To do
Give back each record precisely, pictures excluded.

Data shown
-*-

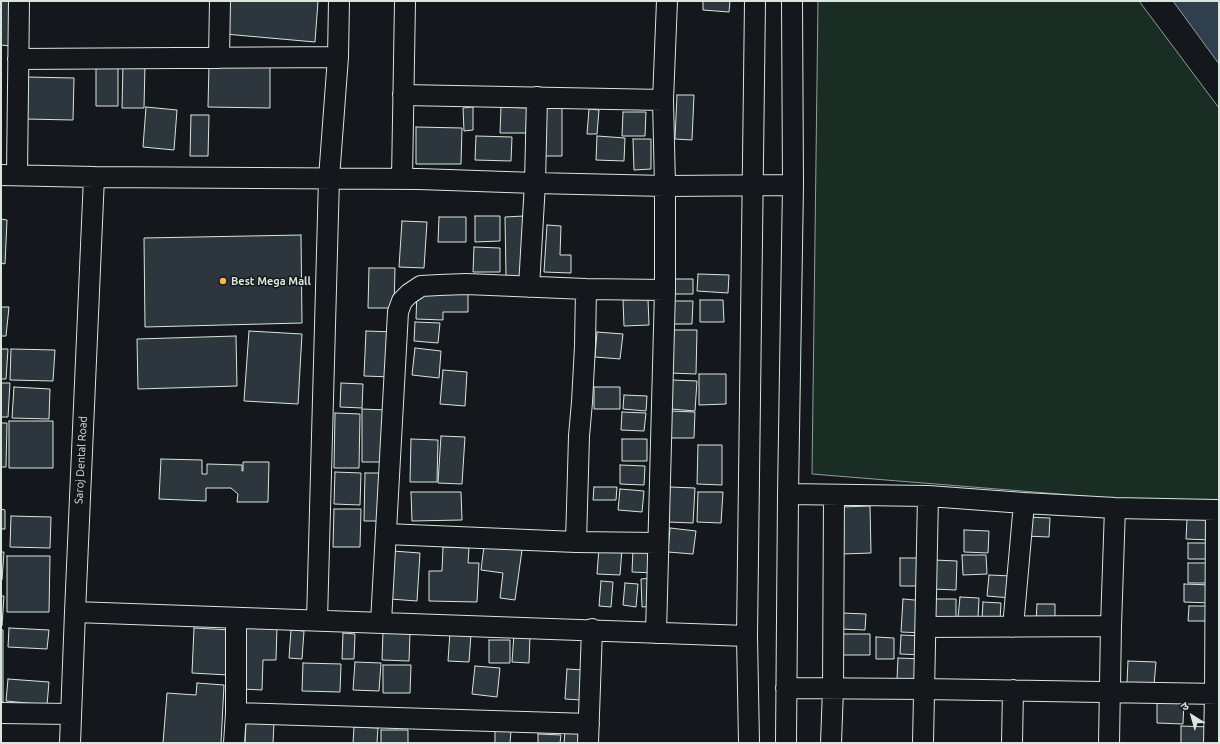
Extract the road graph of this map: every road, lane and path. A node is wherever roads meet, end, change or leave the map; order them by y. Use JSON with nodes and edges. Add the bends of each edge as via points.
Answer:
{"nodes":[{"id":1,"x":19,"y":1,"type":"edge"},
{"id":2,"x":220,"y":1,"type":"edge"},
{"id":3,"x":339,"y":1,"type":"edge"},
{"id":4,"x":405,"y":1,"type":"edge"},
{"id":5,"x":668,"y":1,"type":"edge"},
{"id":6,"x":755,"y":1,"type":"edge"},
{"id":7,"x":792,"y":1,"type":"edge"},
{"id":8,"x":338,"y":57,"type":"junction"},
{"id":9,"x":219,"y":58,"type":"junction"},
{"id":10,"x":18,"y":59,"type":"junction"},
{"id":11,"x":404,"y":95,"type":"junction"},
{"id":12,"x":537,"y":97,"type":"junction"},
{"id":13,"x":663,"y":100,"type":"junction"},
{"id":14,"x":9,"y":175,"type":"edge"},
{"id":15,"x":94,"y":177,"type":"junction"},
{"id":16,"x":328,"y":178,"type":"junction"},
{"id":17,"x":402,"y":179,"type":"junction"},
{"id":18,"x":536,"y":183,"type":"junction"},
{"id":19,"x":793,"y":185,"type":"junction"},
{"id":20,"x":665,"y":186,"type":"junction"},
{"id":21,"x":754,"y":186,"type":"junction"},
{"id":22,"x":529,"y":287,"type":"junction"},
{"id":23,"x":586,"y":289,"type":"junction"},
{"id":24,"x":665,"y":290,"type":"junction"},
{"id":25,"x":788,"y":494,"type":"junction"},
{"id":26,"x":834,"y":495,"type":"junction"},
{"id":27,"x":928,"y":496,"type":"junction"},
{"id":28,"x":1024,"y":503,"type":"junction"},
{"id":29,"x":1115,"y":508,"type":"junction"},
{"id":30,"x":386,"y":534,"type":"junction"},
{"id":31,"x":576,"y":542,"type":"junction"},
{"id":32,"x":658,"y":543,"type":"junction"},
{"id":33,"x":74,"y":612,"type":"junction"},
{"id":34,"x":236,"y":618,"type":"junction"},
{"id":35,"x":318,"y":620,"type":"junction"},
{"id":36,"x":381,"y":622,"type":"junction"},
{"id":37,"x":1111,"y":626,"type":"junction"},
{"id":38,"x":926,"y":627,"type":"junction"},
{"id":39,"x":1013,"y":627,"type":"junction"},
{"id":40,"x":592,"y":629,"type":"junction"},
{"id":41,"x":656,"y":632,"type":"junction"},
{"id":42,"x":747,"y":636,"type":"junction"},
{"id":43,"x":786,"y":688,"type":"junction"},
{"id":44,"x":833,"y":689,"type":"junction"},
{"id":45,"x":924,"y":689,"type":"junction"},
{"id":46,"x":1013,"y":690,"type":"junction"},
{"id":47,"x":1110,"y":691,"type":"junction"},
{"id":48,"x":1217,"y":694,"type":"edge"},
{"id":49,"x":1,"y":713,"type":"edge"},
{"id":50,"x":236,"y":713,"type":"junction"},
{"id":51,"x":70,"y":714,"type":"junction"},
{"id":52,"x":588,"y":734,"type":"edge"},
{"id":53,"x":70,"y":743,"type":"edge"},
{"id":54,"x":234,"y":743,"type":"edge"},
{"id":55,"x":749,"y":743,"type":"edge"},
{"id":56,"x":786,"y":743,"type":"edge"},
{"id":57,"x":831,"y":743,"type":"edge"},
{"id":58,"x":923,"y":743,"type":"edge"},
{"id":59,"x":1012,"y":743,"type":"edge"},
{"id":60,"x":1110,"y":743,"type":"edge"},
{"id":61,"x":1214,"y":743,"type":"edge"}],
"edges":[{"from":1,"to":10,"type":"street"},
{"from":2,"to":9,"type":"street"},
{"from":3,"to":8,"type":"street"},
{"from":4,"to":11,"type":"street"},
{"from":5,"to":13,"type":"street"},
{"from":6,"to":21,"type":"street"},
{"from":7,"to":19,"type":"street"},
{"from":8,"to":9,"type":"street"},
{"from":8,"to":16,"type":"street"},
{"from":9,"to":10,"type":"street"},
{"from":10,"to":14,"type":"street"},
{"from":11,"to":12,"type":"street"},
{"from":11,"to":17,"type":"street"},
{"from":12,"to":13,"type":"street"},
{"from":12,"to":18,"type":"street"},
{"from":13,"to":20,"type":"street"},
{"from":14,"to":15,"type":"street"},
{"from":15,"to":16,"type":"street"},
{"from":15,"to":33,"type":"street","name":"Saroj Dental Road"},
{"from":16,"to":17,"type":"street"},
{"from":16,"to":35,"type":"street"},
{"from":17,"to":18,"type":"street"},
{"from":18,"to":20,"type":"street"},
{"from":18,"to":22,"type":"street"},
{"from":19,"to":21,"type":"street"},
{"from":19,"to":25,"type":"street"},
{"from":20,"to":21,"type":"street"},
{"from":20,"to":24,"type":"street"},
{"from":21,"to":42,"type":"street"},
{"from":22,"to":23,"type":"street"},
{"from":22,"to":30,"type":"street","via":[[466,284],[421,286],[402,301],[398,312]]},
{"from":23,"to":24,"type":"street"},
{"from":23,"to":31,"type":"street"},
{"from":24,"to":32,"type":"street"},
{"from":25,"to":26,"type":"street"},
{"from":25,"to":43,"type":"street"},
{"from":26,"to":27,"type":"street"},
{"from":26,"to":44,"type":"street"},
{"from":27,"to":28,"type":"street"},
{"from":27,"to":38,"type":"street"},
{"from":28,"to":29,"type":"street"},
{"from":28,"to":39,"type":"street"},
{"from":29,"to":37,"type":"street"},
{"from":29,"to":48,"type":"street","via":[[1216,510]]},
{"from":30,"to":31,"type":"street"},
{"from":30,"to":36,"type":"street"},
{"from":31,"to":32,"type":"street"},
{"from":32,"to":41,"type":"street"},
{"from":33,"to":34,"type":"street"},
{"from":33,"to":51,"type":"street","name":"Saroj Dental Road"},
{"from":34,"to":35,"type":"street"},
{"from":34,"to":50,"type":"street"},
{"from":35,"to":36,"type":"street"},
{"from":36,"to":40,"type":"street"},
{"from":37,"to":39,"type":"street"},
{"from":37,"to":47,"type":"street"},
{"from":38,"to":39,"type":"street"},
{"from":38,"to":45,"type":"street"},
{"from":40,"to":41,"type":"street"},
{"from":40,"to":52,"type":"street"},
{"from":41,"to":42,"type":"street"},
{"from":42,"to":55,"type":"street"},
{"from":43,"to":44,"type":"street"},
{"from":43,"to":56,"type":"street"},
{"from":44,"to":45,"type":"street"},
{"from":44,"to":57,"type":"street"},
{"from":45,"to":46,"type":"street"},
{"from":45,"to":58,"type":"street"},
{"from":46,"to":47,"type":"street"},
{"from":46,"to":59,"type":"street"},
{"from":47,"to":48,"type":"street"},
{"from":47,"to":60,"type":"street"},
{"from":48,"to":61,"type":"street"},
{"from":49,"to":51,"type":"street"},
{"from":50,"to":52,"type":"street"},
{"from":50,"to":54,"type":"street"},
{"from":51,"to":53,"type":"street","name":"Saroj Dental Road"}]}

-*-

Problem solution
Extract the road graph of this map: every road, lane and path. A node is wherever roads meet, end, change or leave the map; order them by y. Use JSON with nodes and edges. Add the bends of each edge as via points.
Answer:
{"nodes":[{"id":1,"x":19,"y":1,"type":"edge"},
{"id":2,"x":220,"y":1,"type":"edge"},
{"id":3,"x":339,"y":1,"type":"edge"},
{"id":4,"x":405,"y":1,"type":"edge"},
{"id":5,"x":668,"y":1,"type":"edge"},
{"id":6,"x":755,"y":1,"type":"edge"},
{"id":7,"x":792,"y":1,"type":"edge"},
{"id":8,"x":338,"y":57,"type":"junction"},
{"id":9,"x":219,"y":58,"type":"junction"},
{"id":10,"x":18,"y":59,"type":"junction"},
{"id":11,"x":404,"y":95,"type":"junction"},
{"id":12,"x":537,"y":97,"type":"junction"},
{"id":13,"x":663,"y":100,"type":"junction"},
{"id":14,"x":9,"y":175,"type":"edge"},
{"id":15,"x":94,"y":177,"type":"junction"},
{"id":16,"x":328,"y":178,"type":"junction"},
{"id":17,"x":402,"y":179,"type":"junction"},
{"id":18,"x":536,"y":183,"type":"junction"},
{"id":19,"x":793,"y":185,"type":"junction"},
{"id":20,"x":665,"y":186,"type":"junction"},
{"id":21,"x":754,"y":186,"type":"junction"},
{"id":22,"x":529,"y":287,"type":"junction"},
{"id":23,"x":586,"y":289,"type":"junction"},
{"id":24,"x":665,"y":290,"type":"junction"},
{"id":25,"x":788,"y":494,"type":"junction"},
{"id":26,"x":834,"y":495,"type":"junction"},
{"id":27,"x":928,"y":496,"type":"junction"},
{"id":28,"x":1024,"y":503,"type":"junction"},
{"id":29,"x":1115,"y":508,"type":"junction"},
{"id":30,"x":386,"y":534,"type":"junction"},
{"id":31,"x":576,"y":542,"type":"junction"},
{"id":32,"x":658,"y":543,"type":"junction"},
{"id":33,"x":74,"y":612,"type":"junction"},
{"id":34,"x":236,"y":618,"type":"junction"},
{"id":35,"x":318,"y":620,"type":"junction"},
{"id":36,"x":381,"y":622,"type":"junction"},
{"id":37,"x":1111,"y":626,"type":"junction"},
{"id":38,"x":926,"y":627,"type":"junction"},
{"id":39,"x":1013,"y":627,"type":"junction"},
{"id":40,"x":592,"y":629,"type":"junction"},
{"id":41,"x":656,"y":632,"type":"junction"},
{"id":42,"x":747,"y":636,"type":"junction"},
{"id":43,"x":786,"y":688,"type":"junction"},
{"id":44,"x":833,"y":689,"type":"junction"},
{"id":45,"x":924,"y":689,"type":"junction"},
{"id":46,"x":1013,"y":690,"type":"junction"},
{"id":47,"x":1110,"y":691,"type":"junction"},
{"id":48,"x":1217,"y":694,"type":"edge"},
{"id":49,"x":1,"y":713,"type":"edge"},
{"id":50,"x":236,"y":713,"type":"junction"},
{"id":51,"x":70,"y":714,"type":"junction"},
{"id":52,"x":588,"y":734,"type":"edge"},
{"id":53,"x":70,"y":743,"type":"edge"},
{"id":54,"x":234,"y":743,"type":"edge"},
{"id":55,"x":749,"y":743,"type":"edge"},
{"id":56,"x":786,"y":743,"type":"edge"},
{"id":57,"x":831,"y":743,"type":"edge"},
{"id":58,"x":923,"y":743,"type":"edge"},
{"id":59,"x":1012,"y":743,"type":"edge"},
{"id":60,"x":1110,"y":743,"type":"edge"},
{"id":61,"x":1214,"y":743,"type":"edge"}],
"edges":[{"from":1,"to":10,"type":"street"},
{"from":2,"to":9,"type":"street"},
{"from":3,"to":8,"type":"street"},
{"from":4,"to":11,"type":"street"},
{"from":5,"to":13,"type":"street"},
{"from":6,"to":21,"type":"street"},
{"from":7,"to":19,"type":"street"},
{"from":8,"to":9,"type":"street"},
{"from":8,"to":16,"type":"street"},
{"from":9,"to":10,"type":"street"},
{"from":10,"to":14,"type":"street"},
{"from":11,"to":12,"type":"street"},
{"from":11,"to":17,"type":"street"},
{"from":12,"to":13,"type":"street"},
{"from":12,"to":18,"type":"street"},
{"from":13,"to":20,"type":"street"},
{"from":14,"to":15,"type":"street"},
{"from":15,"to":16,"type":"street"},
{"from":15,"to":33,"type":"street","name":"Saroj Dental Road"},
{"from":16,"to":17,"type":"street"},
{"from":16,"to":35,"type":"street"},
{"from":17,"to":18,"type":"street"},
{"from":18,"to":20,"type":"street"},
{"from":18,"to":22,"type":"street"},
{"from":19,"to":21,"type":"street"},
{"from":19,"to":25,"type":"street"},
{"from":20,"to":21,"type":"street"},
{"from":20,"to":24,"type":"street"},
{"from":21,"to":42,"type":"street"},
{"from":22,"to":23,"type":"street"},
{"from":22,"to":30,"type":"street","via":[[466,284],[421,286],[402,301],[398,312]]},
{"from":23,"to":24,"type":"street"},
{"from":23,"to":31,"type":"street"},
{"from":24,"to":32,"type":"street"},
{"from":25,"to":26,"type":"street"},
{"from":25,"to":43,"type":"street"},
{"from":26,"to":27,"type":"street"},
{"from":26,"to":44,"type":"street"},
{"from":27,"to":28,"type":"street"},
{"from":27,"to":38,"type":"street"},
{"from":28,"to":29,"type":"street"},
{"from":28,"to":39,"type":"street"},
{"from":29,"to":37,"type":"street"},
{"from":29,"to":48,"type":"street","via":[[1216,510]]},
{"from":30,"to":31,"type":"street"},
{"from":30,"to":36,"type":"street"},
{"from":31,"to":32,"type":"street"},
{"from":32,"to":41,"type":"street"},
{"from":33,"to":34,"type":"street"},
{"from":33,"to":51,"type":"street","name":"Saroj Dental Road"},
{"from":34,"to":35,"type":"street"},
{"from":34,"to":50,"type":"street"},
{"from":35,"to":36,"type":"street"},
{"from":36,"to":40,"type":"street"},
{"from":37,"to":39,"type":"street"},
{"from":37,"to":47,"type":"street"},
{"from":38,"to":39,"type":"street"},
{"from":38,"to":45,"type":"street"},
{"from":40,"to":41,"type":"street"},
{"from":40,"to":52,"type":"street"},
{"from":41,"to":42,"type":"street"},
{"from":42,"to":55,"type":"street"},
{"from":43,"to":44,"type":"street"},
{"from":43,"to":56,"type":"street"},
{"from":44,"to":45,"type":"street"},
{"from":44,"to":57,"type":"street"},
{"from":45,"to":46,"type":"street"},
{"from":45,"to":58,"type":"street"},
{"from":46,"to":47,"type":"street"},
{"from":46,"to":59,"type":"street"},
{"from":47,"to":48,"type":"street"},
{"from":47,"to":60,"type":"street"},
{"from":48,"to":61,"type":"street"},
{"from":49,"to":51,"type":"street"},
{"from":50,"to":52,"type":"street"},
{"from":50,"to":54,"type":"street"},
{"from":51,"to":53,"type":"street","name":"Saroj Dental Road"}]}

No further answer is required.